Just as marriage to a member of the United States Armed Forces involves its own challenges, there are also special considerations involved in divorce from a service member. The Uniformed Services Former Spouse Protection Act grants you certain unique benefits, provided that you meet the necessary requirements.

Military pensions are similar to civilian retirement benefits in that the court regards both as community property during a divorce. If your marriage lasted less than 10 years, a divorce court may order your ex-spouse to pay you your share of the pension directly. However, different rules apply under the USFSPA if your marriage lasted longer than that.

10-year rule

If you and your former spouse remained married for at least 10 years and your ex-spouse served at least 10 years in the military that overlapped with your marriage, the Defense Finance and Accounting Service will pay you your share of the pension directly rather than requiring your former spouse to pay it. Note that your ex-spouse’s 10 years of service must have occurred during your marriage. You do not qualify for this benefit if a portion of your former spouse’s 10+ years of service occurred before you were married.

20-year rule

If your marriage lasted 20 years or more and your ex-spouse served at least 20 years in the military during that same timeframe, you can receive full medical benefits in addition to pension payments.
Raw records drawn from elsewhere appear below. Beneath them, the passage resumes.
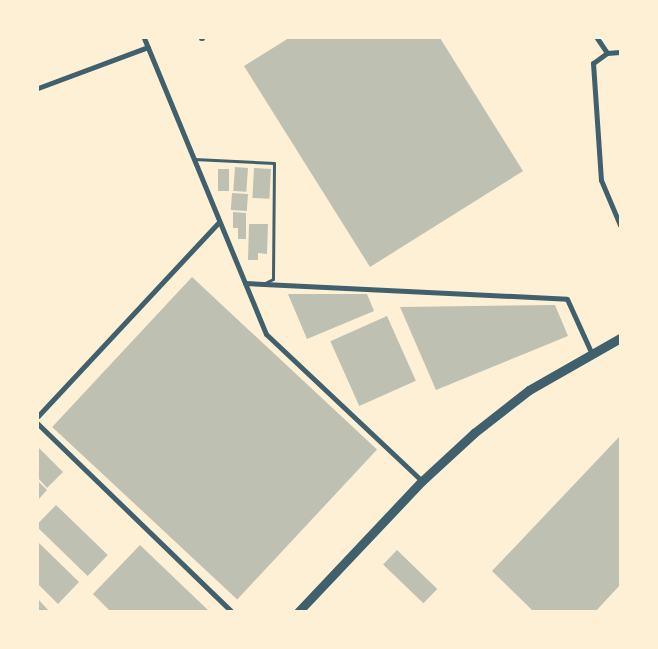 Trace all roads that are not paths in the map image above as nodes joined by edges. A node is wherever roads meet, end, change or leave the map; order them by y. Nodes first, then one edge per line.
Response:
1 (144, 38) edge
2 (597, 38) edge
3 (148, 47) junction
4 (620, 52) edge
5 (607, 53) junction
6 (38, 88) edge
7 (194, 159) junction
8 (219, 222) junction
9 (620, 226) edge
10 (245, 283) junction
11 (262, 284) junction
12 (620, 338) edge
13 (591, 352) junction
14 (38, 416) edge
15 (38, 424) edge
16 (422, 481) junction
17 (232, 612) edge
18 (298, 612) edge

1 - 3 street
2 - 5 street
3 - 6 street
3 - 7 street
4 - 5 street
5 - 9 street
7 - 8 street
7 - 11 lane
8 - 10 street
8 - 14 street
10 - 11 street
10 - 16 street
11 - 13 street
12 - 13 street
13 - 16 street
15 - 17 street
16 - 18 street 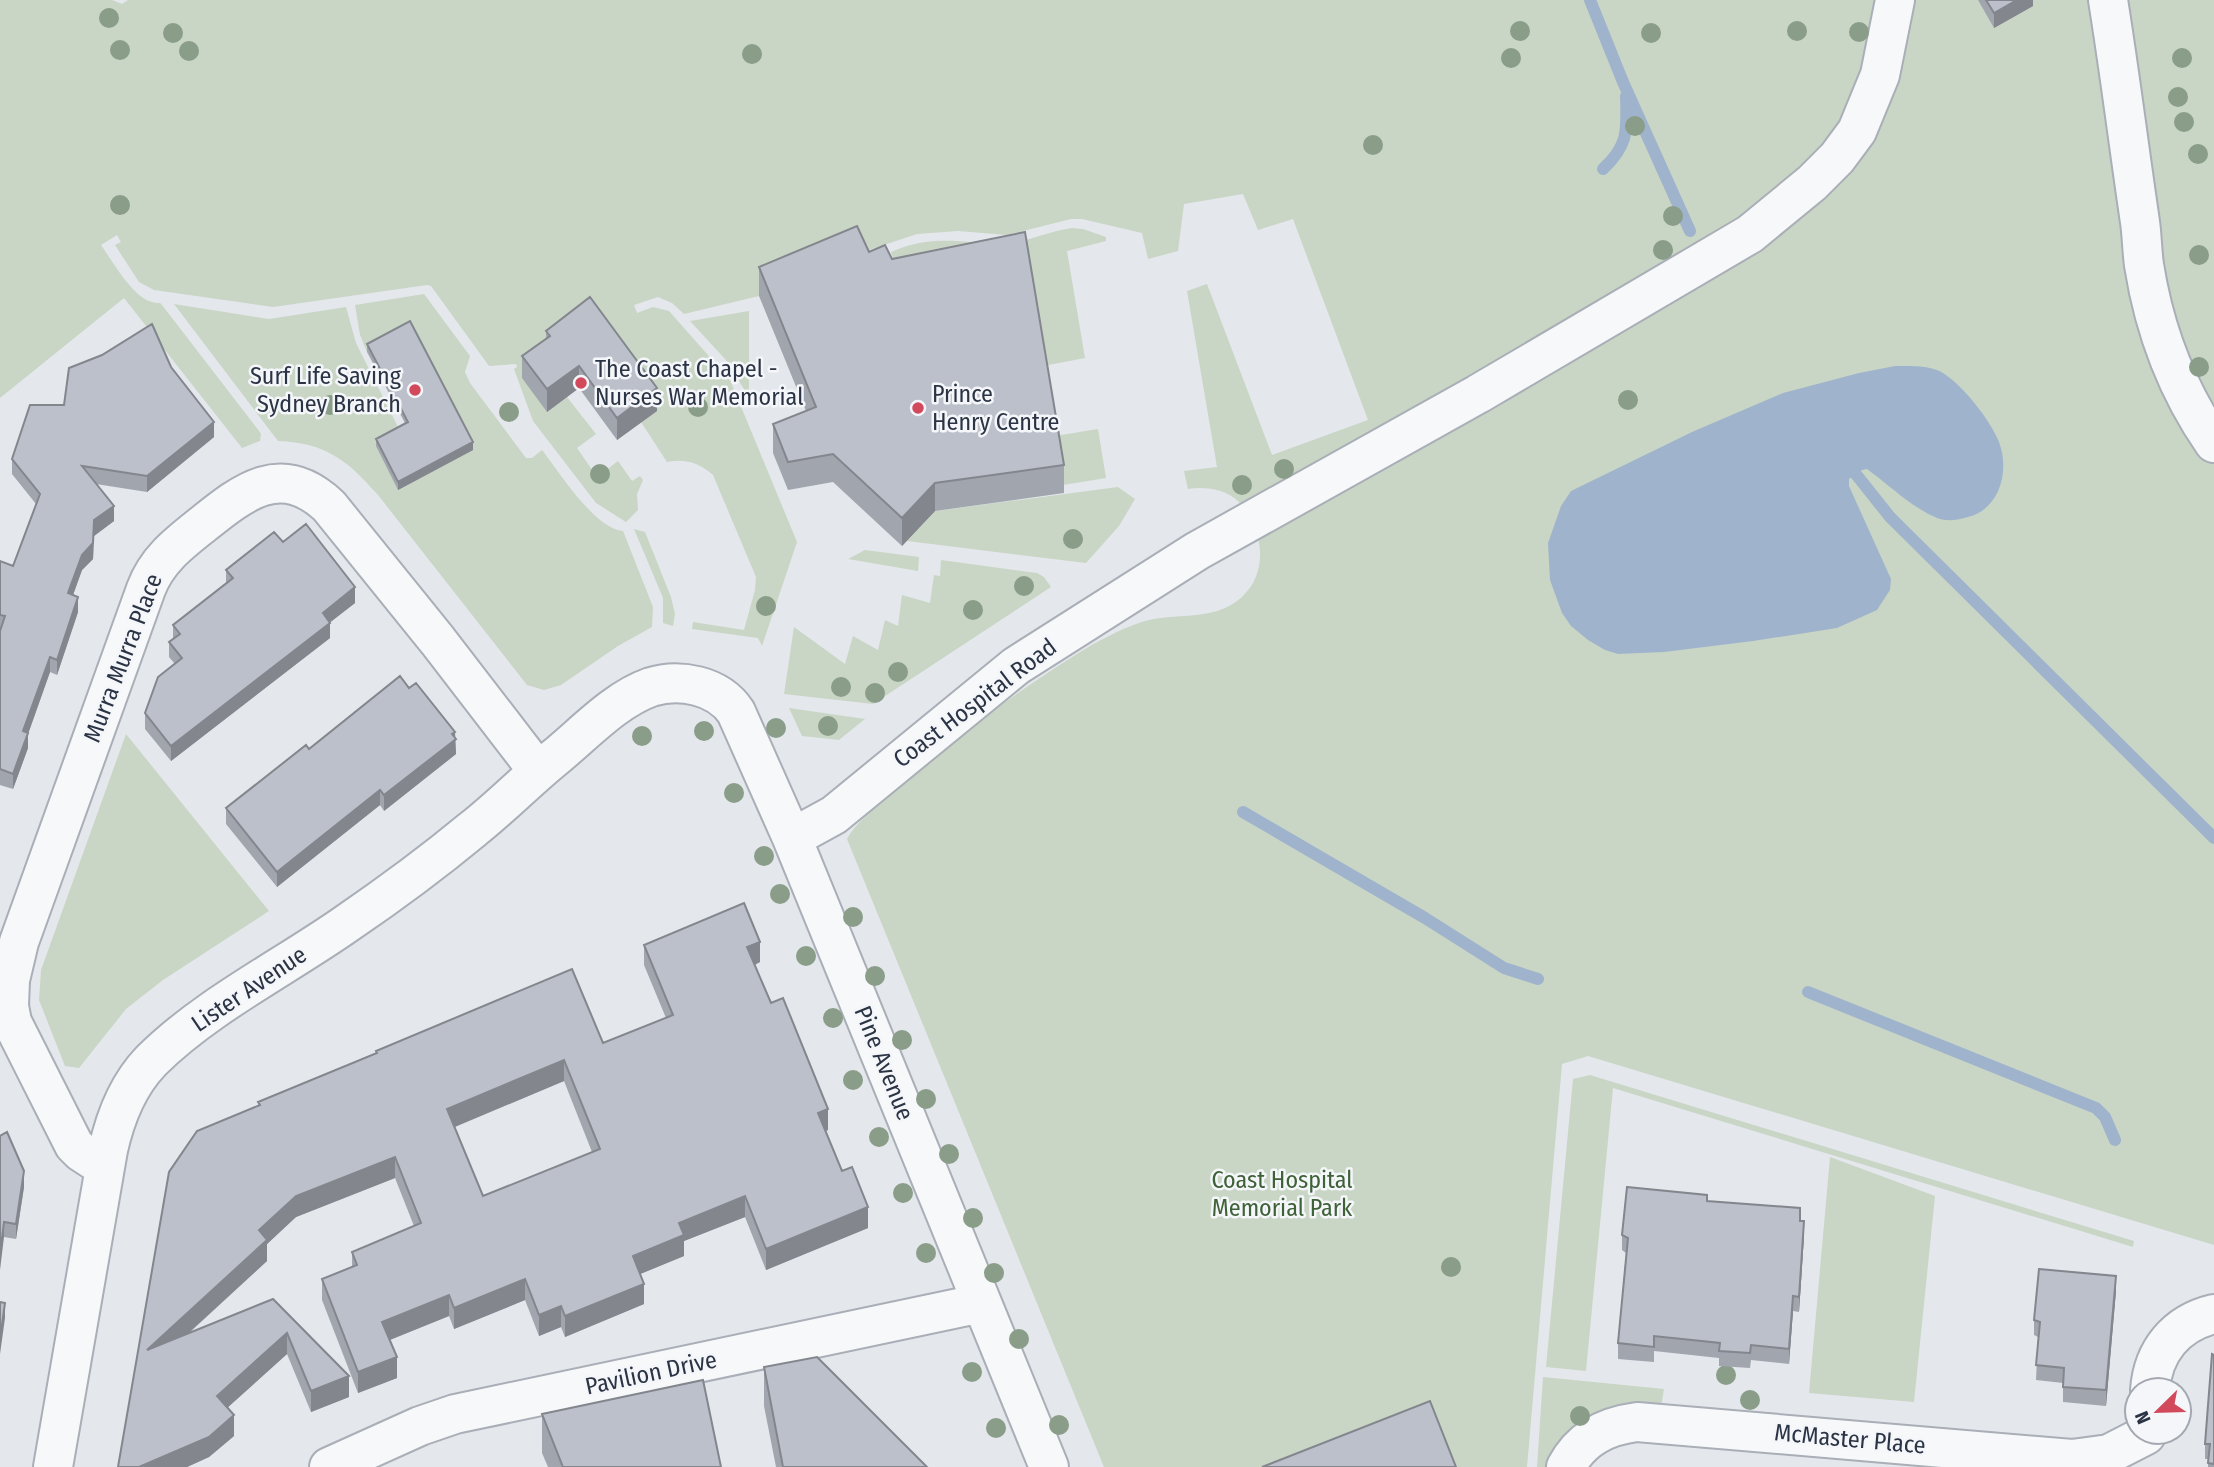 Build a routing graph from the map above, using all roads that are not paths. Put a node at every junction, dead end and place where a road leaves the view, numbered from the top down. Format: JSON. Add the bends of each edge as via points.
{"nodes":[{"id":1,"x":1895,"y":0,"type":"edge"},
{"id":2,"x":2108,"y":0,"type":"edge"},
{"id":3,"x":2214,"y":443,"type":"edge"},
{"id":4,"x":691,"y":684,"type":"joint"},
{"id":5,"x":538,"y":771,"type":"junction"},
{"id":6,"x":792,"y":838,"type":"junction"},
{"id":7,"x":104,"y":1167,"type":"junction"},
{"id":8,"x":982,"y":1303,"type":"junction"},
{"id":9,"x":2214,"y":1314,"type":"edge"},
{"id":10,"x":2153,"y":1376,"type":"edge"},
{"id":11,"x":2141,"y":1446,"type":"edge"},
{"id":12,"x":53,"y":1467,"type":"edge"},
{"id":13,"x":328,"y":1467,"type":"edge"},
{"id":14,"x":1049,"y":1467,"type":"edge"},
{"id":15,"x":1566,"y":1467,"type":"edge"}],
"edges":[{"from":1,"to":6,"type":"street","name":"Coast Hospital Road","via":[[1880,75],[1857,131],[1837,158],[1787,205],[1704,262],[1197,551],[1016,666],[834,815]]},
{"from":2,"to":3,"type":"street","via":[[2152,304],[2178,379]]},
{"from":4,"to":5,"type":"street","name":"Lister Avenue","via":[[666,683],[640,692]]},
{"from":4,"to":6,"type":"street","name":"Pine Avenue","via":[[734,708]]},
{"from":5,"to":7,"type":"street","name":"Lister Avenue","via":[[389,894],[173,1040],[128,1094]]},
{"from":5,"to":7,"type":"street","name":"Murra Murra Place","via":[[430,631],[317,496],[287,485],[251,490],[174,547],[149,582],[19,942],[10,980],[10,1015],[19,1039],[74,1145]]},
{"from":6,"to":8,"type":"street","name":"Pine Avenue"},
{"from":7,"to":12,"type":"street","name":"Lister Avenue"},
{"from":8,"to":13,"type":"street","name":"Pavilion Drive","via":[[455,1414]]},
{"from":8,"to":14,"type":"street","name":"Pine Avenue"},
{"from":9,"to":10,"type":"street","via":[[2183,1326],[2166,1343],[2157,1356]]},
{"from":11,"to":15,"type":"street","name":"McMaster Place","via":[[2072,1459],[1637,1422],[1596,1434],[1578,1448]]}]} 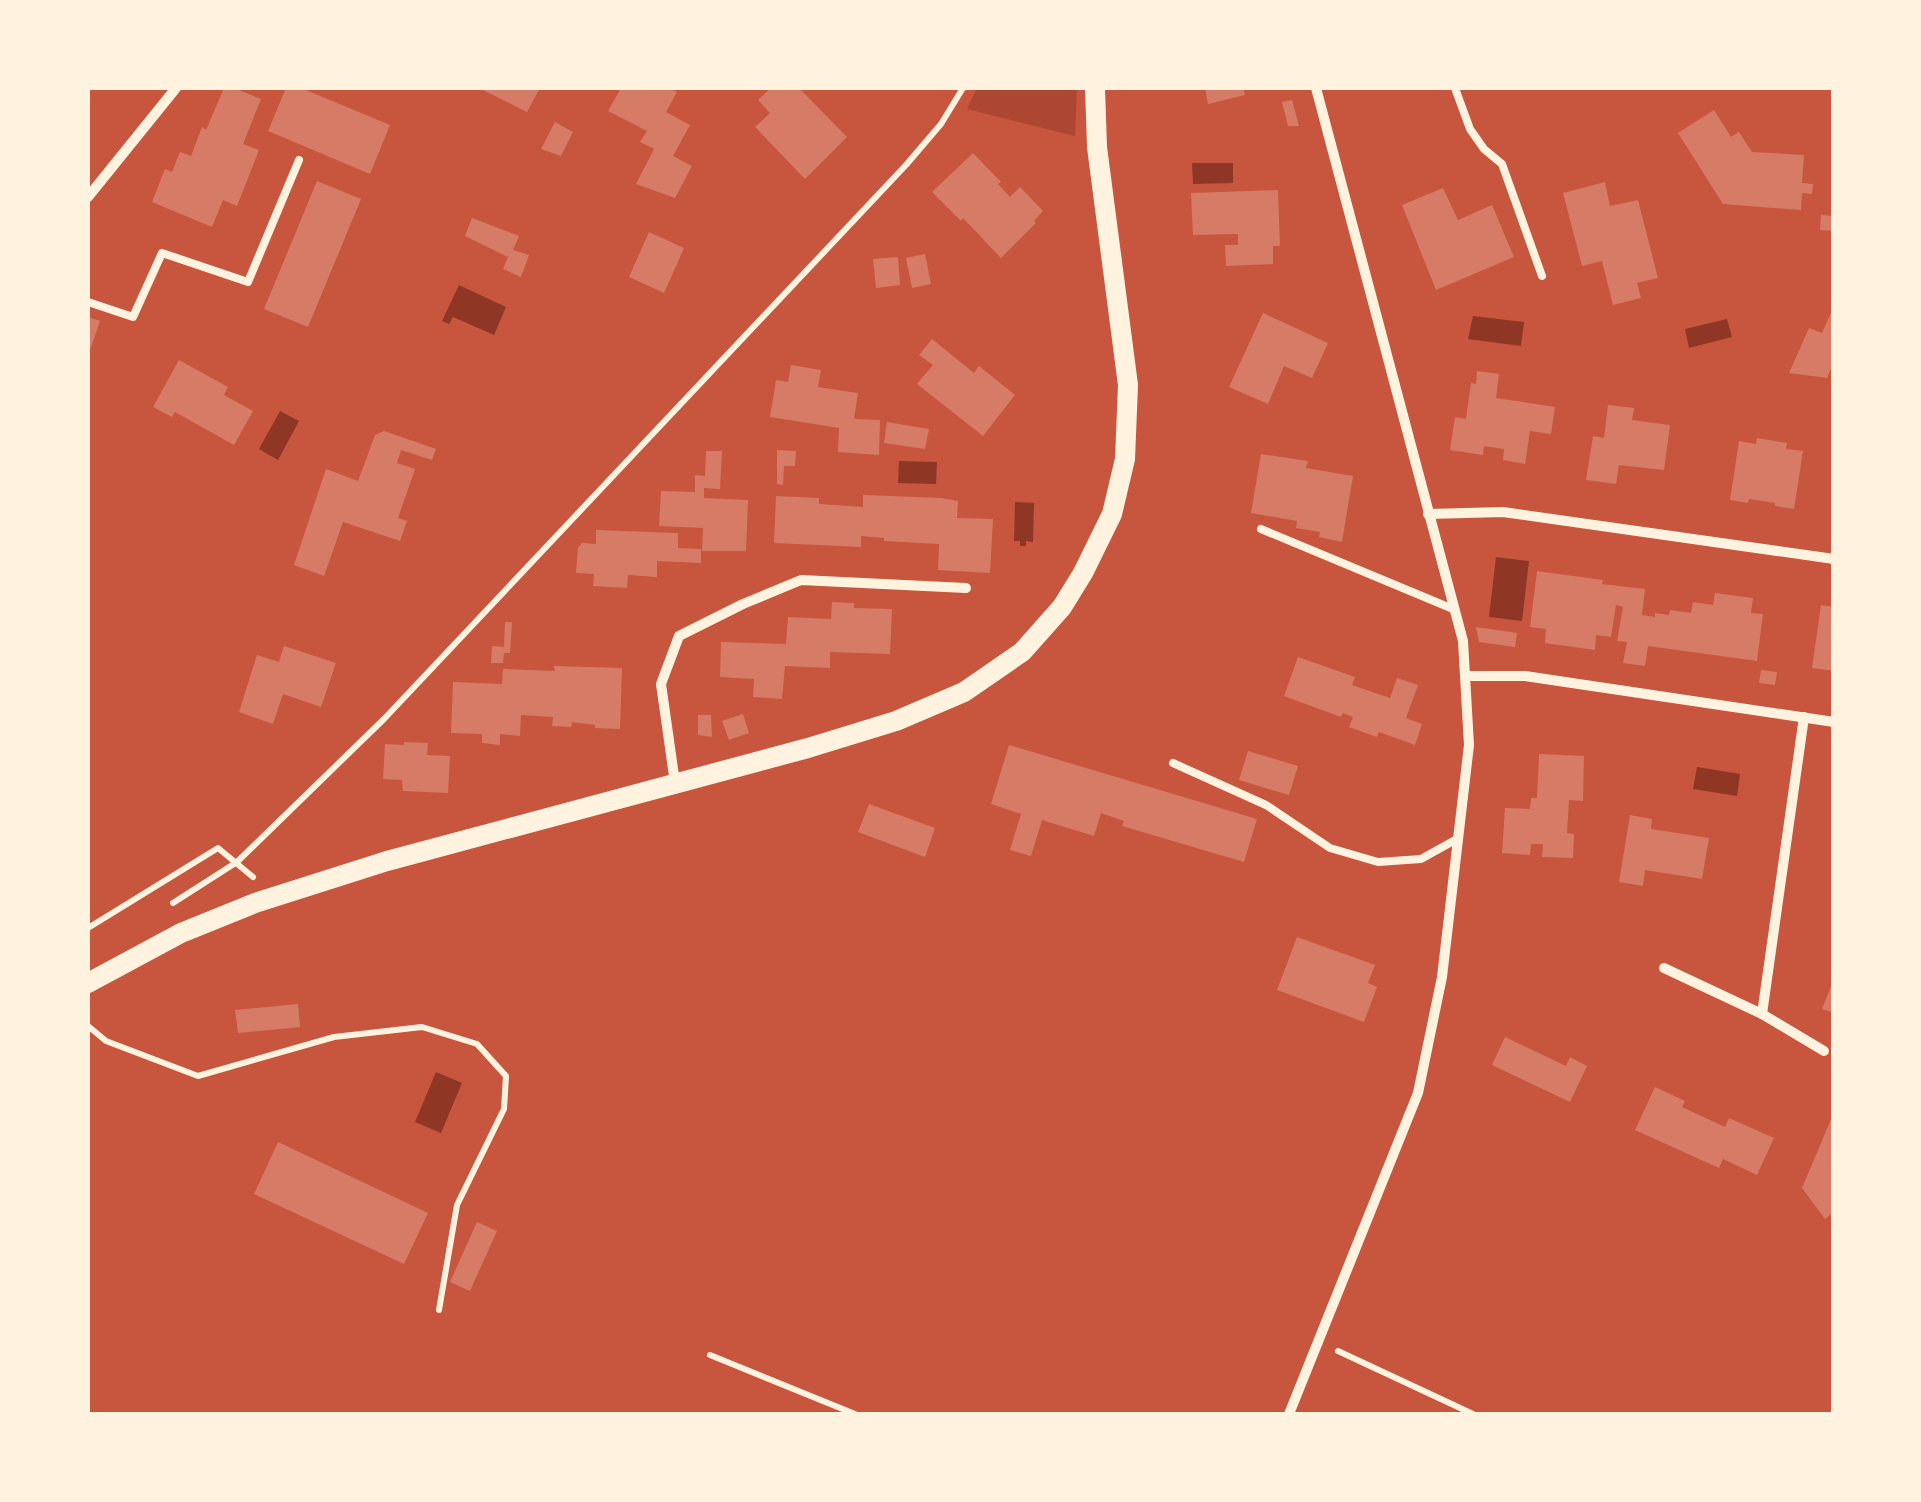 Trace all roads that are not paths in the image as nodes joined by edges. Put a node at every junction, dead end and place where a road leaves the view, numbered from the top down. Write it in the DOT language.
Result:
graph roads {
  1 [pos="176,88"];
  2 [pos="1095,88"];
  3 [pos="1316,88"];
  4 [pos="1455,88"];
  5 [pos="299,160"];
  6 [pos="88,197"];
  7 [pos="1542,276"];
  8 [pos="88,302"];
  9 [pos="1428,514"];
  10 [pos="1261,530"];
  11 [pos="1834,559"];
  12 [pos="966,588"];
  13 [pos="1453,609"];
  14 [pos="1465,676"];
  15 [pos="1804,717"];
  16 [pos="1834,722"];
  17 [pos="1173,763"];
  18 [pos="675,784"];
  19 [pos="1458,838"];
  20 [pos="1664,968"];
  21 [pos="88,983"];
  22 [pos="1762,1014"];
  23 [pos="1824,1051"];
  24 [pos="1289,1414"];
  1 -- 6 [label="street"];
  2 -- 18 [label="main road"];
  3 -- 9 [label="street"];
  4 -- 7 [label="lane"];
  5 -- 8 [label="lane"];
  9 -- 11 [label="street"];
  9 -- 13 [label="street"];
  10 -- 13 [label="lane"];
  12 -- 18 [label="street"];
  13 -- 14 [label="street"];
  14 -- 15 [label="street"];
  14 -- 19 [label="street"];
  15 -- 16 [label="street"];
  15 -- 22 [label="street"];
  17 -- 19 [label="lane"];
  18 -- 21 [label="main road"];
  19 -- 24 [label="street"];
  20 -- 22 [label="street"];
  22 -- 23 [label="street"];
}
There are other benefits available to you under the 20-year rule, including the following:

  • Exchange privileges
  • Theater privileges
  • Commissary privileges

Medical care, commissary privileges and other benefits may expire if you eventually choose to remarry following your divorce. However, pension payments are an exception. As the civilian former spouse of a service member, you can continue to receive pension payments until the death of your ex-spouse regardless of whether or not you decide to marry again or when this occurs.